Mountain in South Dakota, United States

Odakota Mountain is a mountain in western Pennington County, South Dakota, about 9 miles west of Hill City. It is the 2nd highest point in the Black Hills and in South Dakota.

Until 1969, the U.S. Board on Geographic Names listed no name for this peak, though the Black Hills National Forest supervisor stated its name was Murphy Mountain. At that time, Evelyn Loretta Bradfelt bought a ranch near the mountain and petitioned the Board on Geographic Names to name it Odakota Mountain. She believed this word was an indigenous word meaning "establishment of peace". Professor Harvey Markowitz verified "Odakota" is a Dakota variant of Lakota words "olakota" and "wolakota", which carry the meaning of "friendship" or "alliance" or "peaceful relationship".

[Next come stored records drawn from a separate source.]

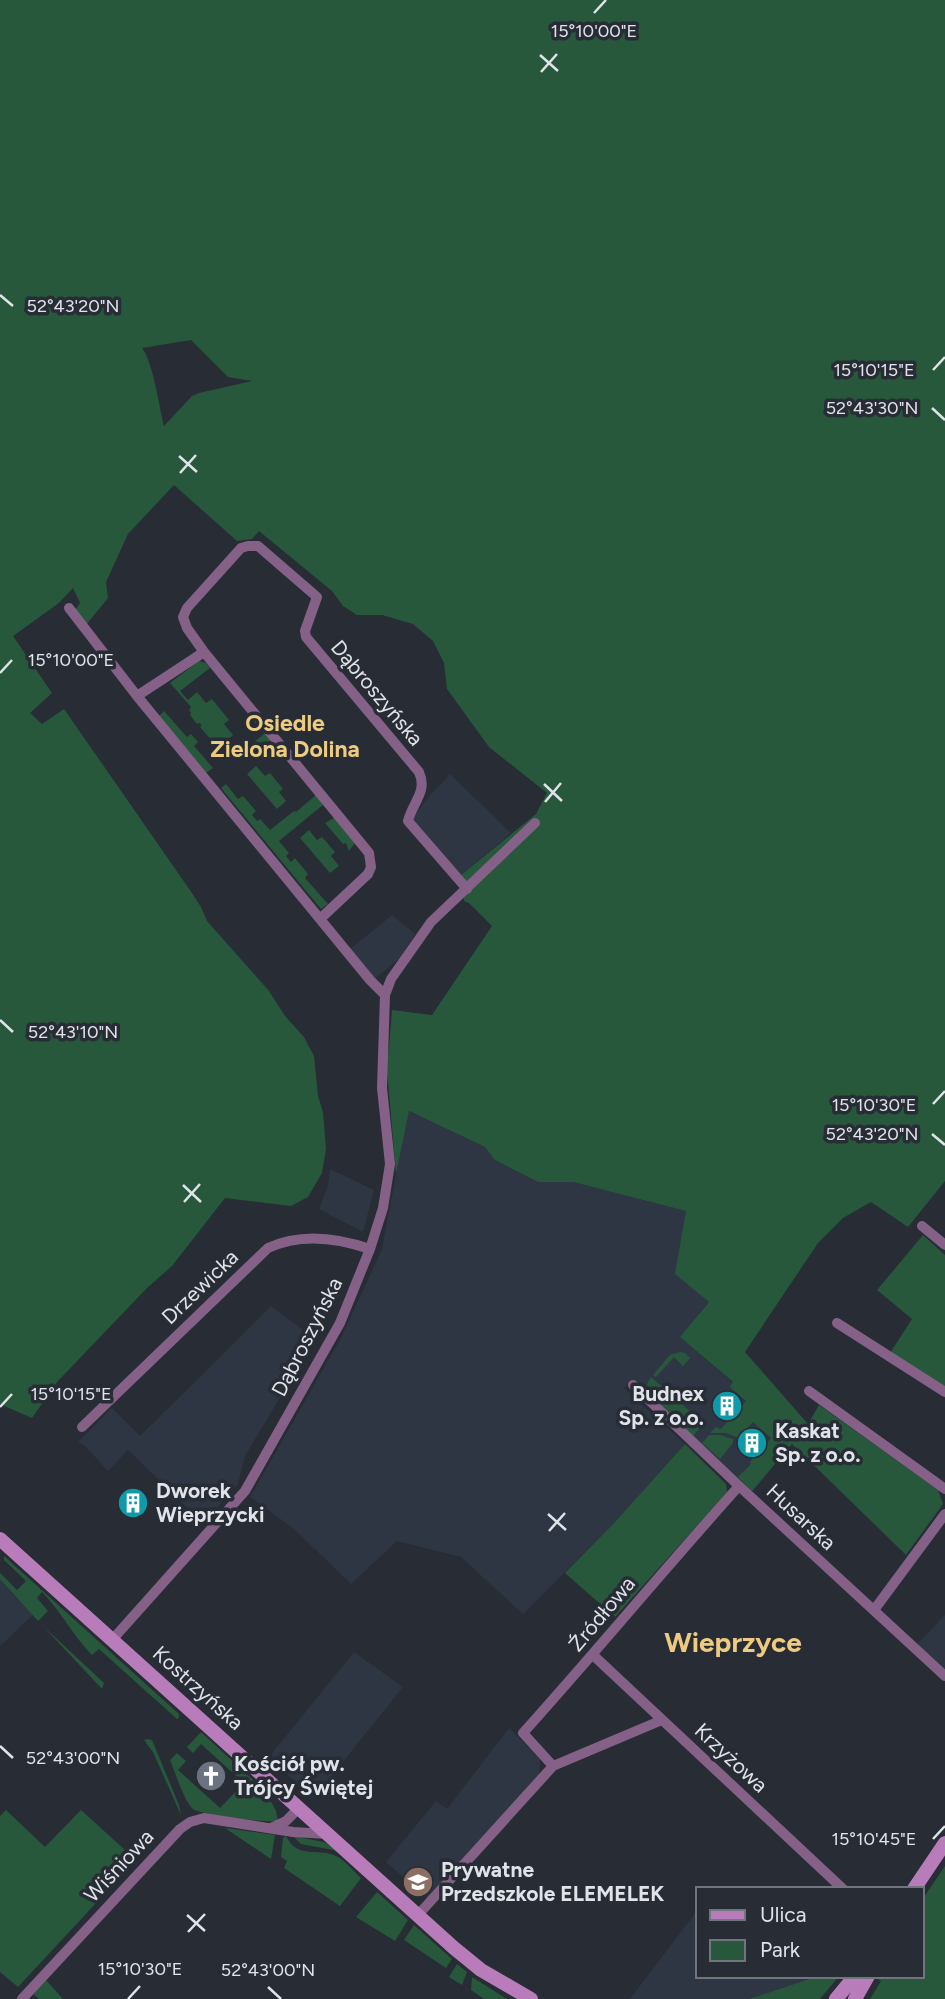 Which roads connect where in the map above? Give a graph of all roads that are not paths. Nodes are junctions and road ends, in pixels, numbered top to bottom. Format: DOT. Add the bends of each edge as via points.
graph roads {
  1 [pos="69,608"];
  2 [pos="204,652"];
  3 [pos="137,696"];
  4 [pos="535,823"];
  5 [pos="467,889"];
  6 [pos="320,919"];
  7 [pos="385,995"];
  8 [pos="922,1226"];
  9 [pos="945,1245"];
  10 [pos="370,1249"];
  11 [pos="837,1323"];
  12 [pos="633,1384"];
  13 [pos="809,1391"];
  14 [pos="945,1392"];
  15 [pos="82,1427"];
  16 [pos="739,1486"];
  17 [pos="945,1489"];
  18 [pos="945,1514"];
  19 [pos="0,1539"];
  20 [pos="874,1610"];
  21 [pos="112,1640"];
  22 [pos="593,1656"];
  23 [pos="945,1676"];
  24 [pos="662,1720"];
  25 [pos="553,1766"];
  26 [pos="299,1808"];
  27 [pos="271,1828"];
  28 [pos="328,1834"];
  29 [pos="945,1843"];
  30 [pos="841,1887"];
  31 [pos="915,1887"];
  32 [pos="418,1915"];
  33 [pos="853,1978"];
  34 [pos="867,1978"];
  35 [pos="22,1999"];
  36 [pos="531,1999"];
  37 [pos="836,1999"];
  38 [pos="855,1999"];
  1 -- 3 [label="street"];
  2 -- 3 [label="street"];
  2 -- 5 [label="street, Dąbroszyńska" via="187,628 183,617 187,608 241,548 258,546 317,597 306,637 419,772 422,789 408,821"];
  2 -- 6 [label="street, Dąbroszyńska" via="369,853 368,874"];
  3 -- 6 [label="street"];
  4 -- 5 [label="street, Dąbroszyńska"];
  5 -- 7 [label="street, Dąbroszyńska" via="431,922"];
  6 -- 7 [label="street"];
  7 -- 10 [label="street, Dąbroszyńska" via="382,1087 390,1164"];
  8 -- 9 [label="street"];
  10 -- 15 [label="street, Drzewicka" via="352,1242 312,1239 292,1239 268,1248"];
  10 -- 21 [label="street, Dąbroszyńska" via="340,1323 245,1491"];
  11 -- 14 [label="street"];
  12 -- 16 [label="street, Husarska"];
  13 -- 17 [label="street"];
  16 -- 20 [label="street, Husarska"];
  16 -- 22 [label="street, Źródłowa"];
  18 -- 20 [label="street"];
  19 -- 21 [label="main road, Kostrzyńska"];
  20 -- 23 [label="street, Husarska"];
  21 -- 26 [label="main road, Kostrzyńska"];
  22 -- 24 [label="street, Krzyżowa"];
  22 -- 25 [label="street, Źródłowa" via="523,1733"];
  24 -- 25 [label="street"];
  24 -- 30 [label="street, Krzyżowa"];
  25 -- 32 [label="street"];
  26 -- 27 [label="street"];
  26 -- 28 [label="main road, Kostrzyńska"];
  27 -- 28 [label="street, Wiśniowa"];
  27 -- 35 [label="street, Wiśniowa" via="204,1818 185,1825"];
  28 -- 32 [label="main road, Kostrzyńska"];
  29 -- 31 [label="main road"];
  32 -- 36 [label="main road, Kostrzyńska" via="481,1970"];
  33 -- 37 [label="main road"];
  34 -- 38 [label="main road"];
} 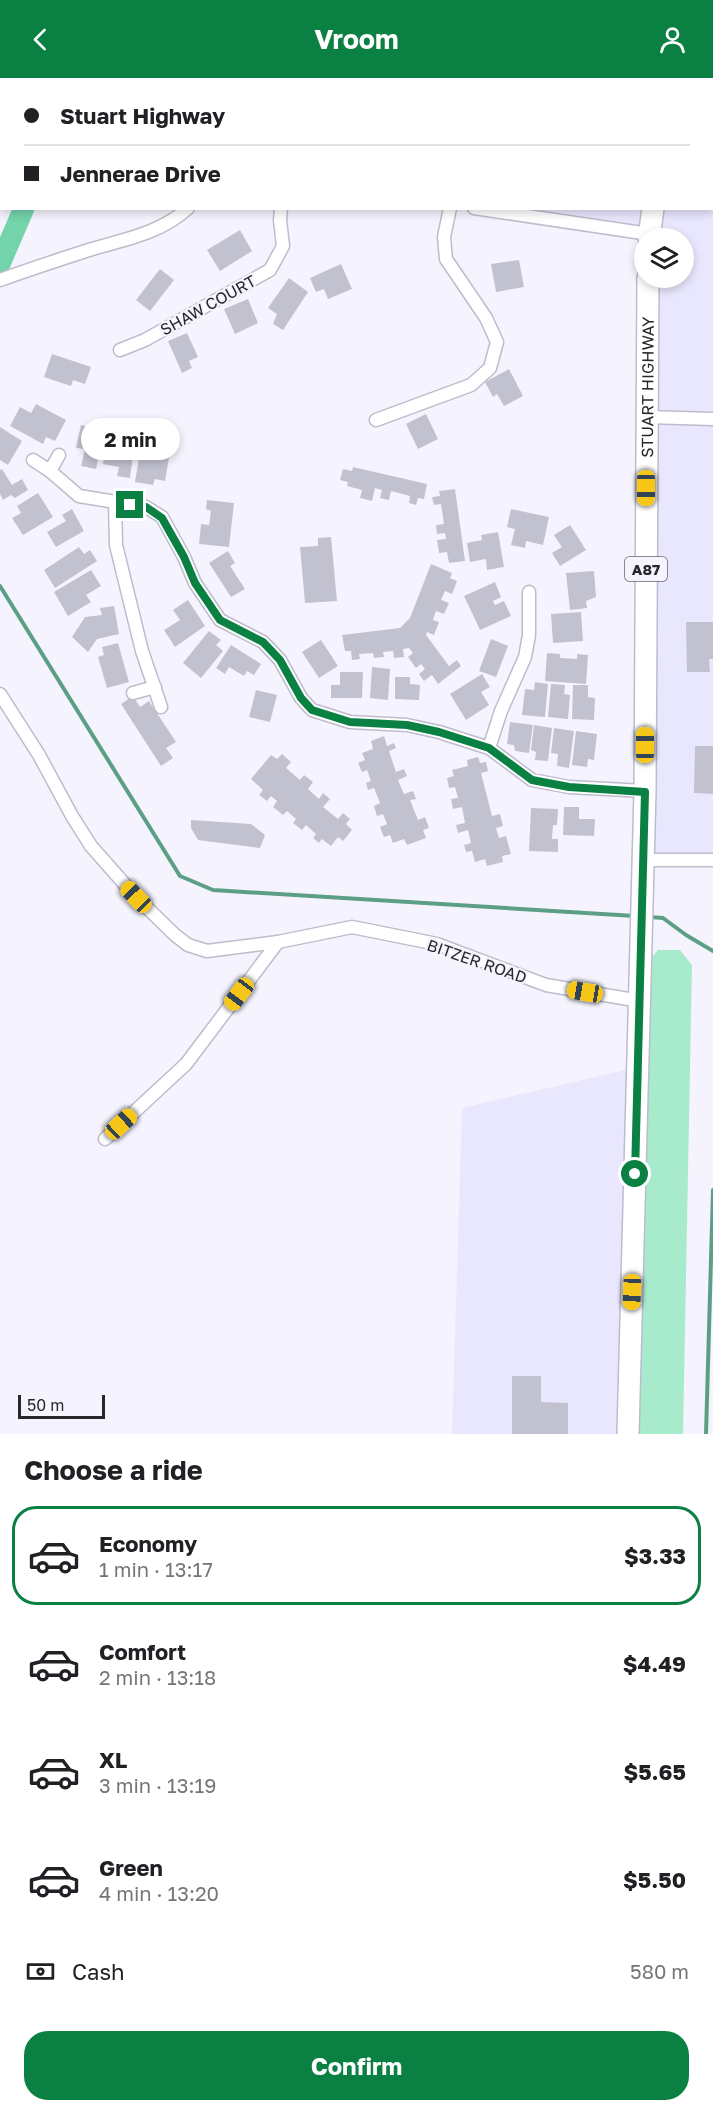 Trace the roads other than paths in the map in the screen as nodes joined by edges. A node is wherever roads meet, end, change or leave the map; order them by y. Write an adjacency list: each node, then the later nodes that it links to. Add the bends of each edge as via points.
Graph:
1 (186, 210): 8 (street, via 153,232)
2 (281, 210): 10 (street, SHAW COURT, via 283,246 270,270)
3 (450, 210): 13 (street, via 444,237 446,259 486,318 497,342 490,368 471,385)
4 (486, 210): 7 (street)
5 (653, 210): 6 (highway)
6 (650, 228)
7 (634, 234)
8 (0, 280)
9 (648, 288): 11 (highway, STUART HIGHWAY / A87)
10 (120, 350)
11 (647, 417): 12 (street); 24 (highway, STUART HIGHWAY / A87)
12 (713, 419)
13 (376, 420)
14 (59, 455): 16 (street)
15 (33, 460): 16 (street)
16 (50, 471): 17 (street, via 79,496)
17 (115, 503): 19 (street, via 116,545 142,651); 23 (street, via 146,507 162,518 195,583 220,620 263,642 280,660 312,710 350,722 407,725)
18 (529, 592): 23 (street, via 525,657)
19 (155, 687): 20 (street); 22 (street)
20 (133, 693)
21 (0, 694): 27 (street, BITZER ROAD, via 91,846 175,935 188,945 207,951)
22 (161, 706)
23 (489, 748): 24 (street, via 532,780 569,787)
24 (645, 792): 25 (highway, STUART HIGHWAY / A87)
25 (642, 860): 26 (street); 28 (highway, STUART HIGHWAY / A87)
26 (713, 860)
27 (278, 942): 28 (street, BITZER ROAD, via 352,927 437,944 546,986); 29 (street, via 186,1064)
28 (640, 1001): 30 (highway, STUART HIGHWAY / A87)
29 (105, 1139)
30 (628, 1434)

In May 2019, a professional surveyor found the mountain's highest point to be 7,197.70 feet above sea level on the North American Vertical Datum (NAVD88) by taking precise GNSS measurements. The highest point and surrounding area is a flat area in the trees a short distance west of an outcropping of limestone which is slightly lower. A bench mark disk was set in concrete with a sign indicating the highest point.